15. The computer implemented method of claim 4, further comprising:
determining a gaze direction of a user of the computing device;
determining a position on a display element based at least in part on the user's gaze direction; and
adjusting an appearance of an object at the position to appear based at least in part on the attribute to be magnified relative to one other object displayed on the display element.
16. The computer implemented method of claim 4, further comprising:
determining an object type of one of the plurality of objects;
determining an action associated with the one of the plurality of objects;
rendering a 3D appearance of the one of the plurality of objects based at least in part on the object type; and
in response to receiving a selection of the one of the plurality of objects, cause the computing device to perform the action.
17. A non-transitory computer readable storage medium storing one or more sequences of instructions executable by one or more processors to perform a set of operations comprising:
processing an object model to display at least one object of a plurality of objects on a content page, the at least one object associated with an attribute that specifies a three-dimensional appearance change to be applied to the at least one object when a three-dimensional view mode is activated on a display screen;
display a two-dimensional view of the content page on a display element of a computing device; and
in response to activating the three-dimensional view mode, applying the three-dimensional appearance change to the at least one object based at least in part on the attribute.
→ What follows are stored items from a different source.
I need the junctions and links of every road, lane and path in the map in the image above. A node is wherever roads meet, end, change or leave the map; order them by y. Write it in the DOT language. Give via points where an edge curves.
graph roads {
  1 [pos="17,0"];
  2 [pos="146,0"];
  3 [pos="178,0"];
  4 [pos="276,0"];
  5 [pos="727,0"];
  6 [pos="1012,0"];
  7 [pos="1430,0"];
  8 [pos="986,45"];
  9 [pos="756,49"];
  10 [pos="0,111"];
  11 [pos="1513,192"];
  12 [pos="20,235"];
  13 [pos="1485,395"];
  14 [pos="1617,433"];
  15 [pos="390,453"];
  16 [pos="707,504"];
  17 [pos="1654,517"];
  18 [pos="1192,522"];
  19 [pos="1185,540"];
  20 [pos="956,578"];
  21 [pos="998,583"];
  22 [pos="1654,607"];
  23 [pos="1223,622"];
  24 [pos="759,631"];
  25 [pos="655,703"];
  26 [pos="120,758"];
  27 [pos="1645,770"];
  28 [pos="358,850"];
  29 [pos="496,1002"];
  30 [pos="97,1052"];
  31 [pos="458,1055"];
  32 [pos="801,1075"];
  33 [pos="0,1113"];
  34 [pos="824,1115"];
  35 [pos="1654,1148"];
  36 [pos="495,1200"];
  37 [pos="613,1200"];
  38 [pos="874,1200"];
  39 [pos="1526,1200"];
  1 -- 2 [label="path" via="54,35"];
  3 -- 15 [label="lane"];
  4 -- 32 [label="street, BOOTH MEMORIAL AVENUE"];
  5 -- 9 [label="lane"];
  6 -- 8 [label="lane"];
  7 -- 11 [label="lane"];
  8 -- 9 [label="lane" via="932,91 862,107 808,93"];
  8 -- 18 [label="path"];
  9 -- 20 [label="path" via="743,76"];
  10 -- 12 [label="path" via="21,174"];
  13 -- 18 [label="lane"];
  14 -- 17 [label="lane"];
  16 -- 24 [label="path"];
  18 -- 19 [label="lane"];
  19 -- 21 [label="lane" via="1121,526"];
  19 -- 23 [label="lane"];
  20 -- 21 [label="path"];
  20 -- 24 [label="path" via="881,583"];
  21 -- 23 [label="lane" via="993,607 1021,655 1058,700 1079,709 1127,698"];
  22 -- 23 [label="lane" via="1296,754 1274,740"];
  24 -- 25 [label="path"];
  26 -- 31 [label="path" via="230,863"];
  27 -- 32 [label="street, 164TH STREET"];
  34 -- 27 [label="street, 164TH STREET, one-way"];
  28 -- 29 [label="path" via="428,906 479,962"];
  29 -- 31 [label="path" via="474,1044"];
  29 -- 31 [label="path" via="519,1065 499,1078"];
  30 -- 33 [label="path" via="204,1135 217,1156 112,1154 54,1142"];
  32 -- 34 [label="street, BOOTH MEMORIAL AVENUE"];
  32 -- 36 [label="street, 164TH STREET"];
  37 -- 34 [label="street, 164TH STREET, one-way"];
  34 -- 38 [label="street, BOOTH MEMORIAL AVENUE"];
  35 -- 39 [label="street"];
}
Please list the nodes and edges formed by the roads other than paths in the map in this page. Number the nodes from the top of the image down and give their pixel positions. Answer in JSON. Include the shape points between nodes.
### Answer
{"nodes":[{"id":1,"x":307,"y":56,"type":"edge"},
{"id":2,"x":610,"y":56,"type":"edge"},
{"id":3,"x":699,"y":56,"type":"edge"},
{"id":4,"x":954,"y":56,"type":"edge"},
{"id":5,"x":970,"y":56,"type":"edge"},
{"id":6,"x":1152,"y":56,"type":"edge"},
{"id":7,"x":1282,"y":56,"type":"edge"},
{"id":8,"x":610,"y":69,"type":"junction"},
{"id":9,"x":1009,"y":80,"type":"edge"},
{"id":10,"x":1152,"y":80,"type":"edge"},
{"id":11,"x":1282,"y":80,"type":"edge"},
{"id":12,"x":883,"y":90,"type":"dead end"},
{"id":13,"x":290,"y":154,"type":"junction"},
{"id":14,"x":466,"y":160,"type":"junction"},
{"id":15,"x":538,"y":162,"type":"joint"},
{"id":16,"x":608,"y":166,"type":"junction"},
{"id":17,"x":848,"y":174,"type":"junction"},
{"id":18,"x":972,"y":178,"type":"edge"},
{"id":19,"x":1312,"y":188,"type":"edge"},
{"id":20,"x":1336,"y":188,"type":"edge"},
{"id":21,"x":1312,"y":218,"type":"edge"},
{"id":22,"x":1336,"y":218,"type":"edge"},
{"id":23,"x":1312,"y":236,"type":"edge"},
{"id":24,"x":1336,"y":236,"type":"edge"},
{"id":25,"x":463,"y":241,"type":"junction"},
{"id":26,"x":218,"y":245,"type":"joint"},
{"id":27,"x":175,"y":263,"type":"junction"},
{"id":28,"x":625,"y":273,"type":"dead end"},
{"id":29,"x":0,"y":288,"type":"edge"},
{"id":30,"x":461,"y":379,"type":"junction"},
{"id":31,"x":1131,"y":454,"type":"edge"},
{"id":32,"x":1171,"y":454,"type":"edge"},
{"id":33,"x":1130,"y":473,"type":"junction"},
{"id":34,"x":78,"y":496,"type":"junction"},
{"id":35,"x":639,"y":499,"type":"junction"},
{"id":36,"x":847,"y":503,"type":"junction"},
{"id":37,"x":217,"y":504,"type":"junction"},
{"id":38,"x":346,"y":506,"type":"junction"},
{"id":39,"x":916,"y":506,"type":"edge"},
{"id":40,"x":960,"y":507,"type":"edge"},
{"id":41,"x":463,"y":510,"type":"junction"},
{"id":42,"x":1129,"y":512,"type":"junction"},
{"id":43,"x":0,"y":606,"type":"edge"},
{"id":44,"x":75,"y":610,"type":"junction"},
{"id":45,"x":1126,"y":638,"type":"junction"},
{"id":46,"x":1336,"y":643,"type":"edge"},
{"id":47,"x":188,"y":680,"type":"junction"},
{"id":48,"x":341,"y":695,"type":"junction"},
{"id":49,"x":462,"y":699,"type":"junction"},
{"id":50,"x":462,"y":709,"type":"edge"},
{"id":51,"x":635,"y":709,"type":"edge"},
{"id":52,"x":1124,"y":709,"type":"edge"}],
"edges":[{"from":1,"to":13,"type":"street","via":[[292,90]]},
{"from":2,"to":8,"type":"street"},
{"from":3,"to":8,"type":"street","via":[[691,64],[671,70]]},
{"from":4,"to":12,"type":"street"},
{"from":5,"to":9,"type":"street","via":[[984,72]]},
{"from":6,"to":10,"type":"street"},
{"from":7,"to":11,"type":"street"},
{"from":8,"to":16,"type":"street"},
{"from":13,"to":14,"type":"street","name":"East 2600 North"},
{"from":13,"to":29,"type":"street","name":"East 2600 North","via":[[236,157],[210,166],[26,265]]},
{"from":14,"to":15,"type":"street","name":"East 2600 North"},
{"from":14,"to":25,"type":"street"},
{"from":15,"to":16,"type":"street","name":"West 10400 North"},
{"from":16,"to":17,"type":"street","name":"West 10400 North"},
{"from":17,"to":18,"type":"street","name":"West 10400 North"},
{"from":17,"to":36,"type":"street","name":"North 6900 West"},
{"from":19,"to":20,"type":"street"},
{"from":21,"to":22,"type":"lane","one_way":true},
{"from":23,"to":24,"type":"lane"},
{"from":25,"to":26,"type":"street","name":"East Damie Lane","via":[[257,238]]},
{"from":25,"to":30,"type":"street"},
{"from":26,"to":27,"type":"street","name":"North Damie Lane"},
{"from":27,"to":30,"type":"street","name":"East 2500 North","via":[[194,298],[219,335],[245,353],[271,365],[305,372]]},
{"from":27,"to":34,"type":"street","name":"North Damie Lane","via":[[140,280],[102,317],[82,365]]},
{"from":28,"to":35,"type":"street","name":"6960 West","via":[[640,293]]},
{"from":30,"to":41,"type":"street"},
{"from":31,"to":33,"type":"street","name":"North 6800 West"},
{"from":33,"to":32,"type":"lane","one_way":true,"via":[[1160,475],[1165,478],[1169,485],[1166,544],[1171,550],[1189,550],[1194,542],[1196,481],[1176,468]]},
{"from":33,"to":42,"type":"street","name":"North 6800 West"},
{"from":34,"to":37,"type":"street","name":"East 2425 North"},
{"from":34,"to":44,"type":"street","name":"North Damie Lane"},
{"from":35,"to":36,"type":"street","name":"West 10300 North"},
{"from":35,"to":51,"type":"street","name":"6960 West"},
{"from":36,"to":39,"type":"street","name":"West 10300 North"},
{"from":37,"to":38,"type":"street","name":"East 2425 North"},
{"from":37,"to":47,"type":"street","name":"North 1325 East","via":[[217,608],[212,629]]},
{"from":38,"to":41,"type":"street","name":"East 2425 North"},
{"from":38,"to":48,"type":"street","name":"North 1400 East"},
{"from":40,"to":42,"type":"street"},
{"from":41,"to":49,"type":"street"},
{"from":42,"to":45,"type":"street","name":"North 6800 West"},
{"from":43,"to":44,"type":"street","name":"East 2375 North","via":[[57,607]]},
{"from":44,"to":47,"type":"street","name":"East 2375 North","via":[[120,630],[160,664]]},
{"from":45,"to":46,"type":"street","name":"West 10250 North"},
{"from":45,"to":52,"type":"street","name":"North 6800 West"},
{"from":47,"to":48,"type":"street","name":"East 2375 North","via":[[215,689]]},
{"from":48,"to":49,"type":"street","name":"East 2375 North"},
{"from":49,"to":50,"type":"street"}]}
18. The non-transitory computer readable storage medium of claim 17, further comprising instructions executed by the one or more processors to perform the operations of:
rendering the plurality of objects to appear stacked on one or more layers based at least in part on the attribute, wherein at least a first object of the plurality of objects appears to be positioned a distance above at least a second object of the plurality of objects.
19. The non-transitory computer readable storage medium of claim 17, further comprising instructions executed by the one or more processors to perform the operations of:
rendering at least one object of the plurality of objects on at least one side of a three-dimensional shape based at least in part on the attribute, the at least one object being rendered to appear within the three-dimensional shape.
20. The non-transitory computer readable storage medium of claim 17, further comprising instructions executed by the one or more processors to perform the operations of:
detecting a change in at least one of an orientation or position of the computing device using at least one sensor of the computing device; and
rendering a three-dimensional representation of a webpage map based at least in part on the attribute, the webpage map including a 3D representation of a content page and a 3D representation of a second content page, the 3D representation of the content page connected to the 3D representation of the second content page using at least one three-dimensional line.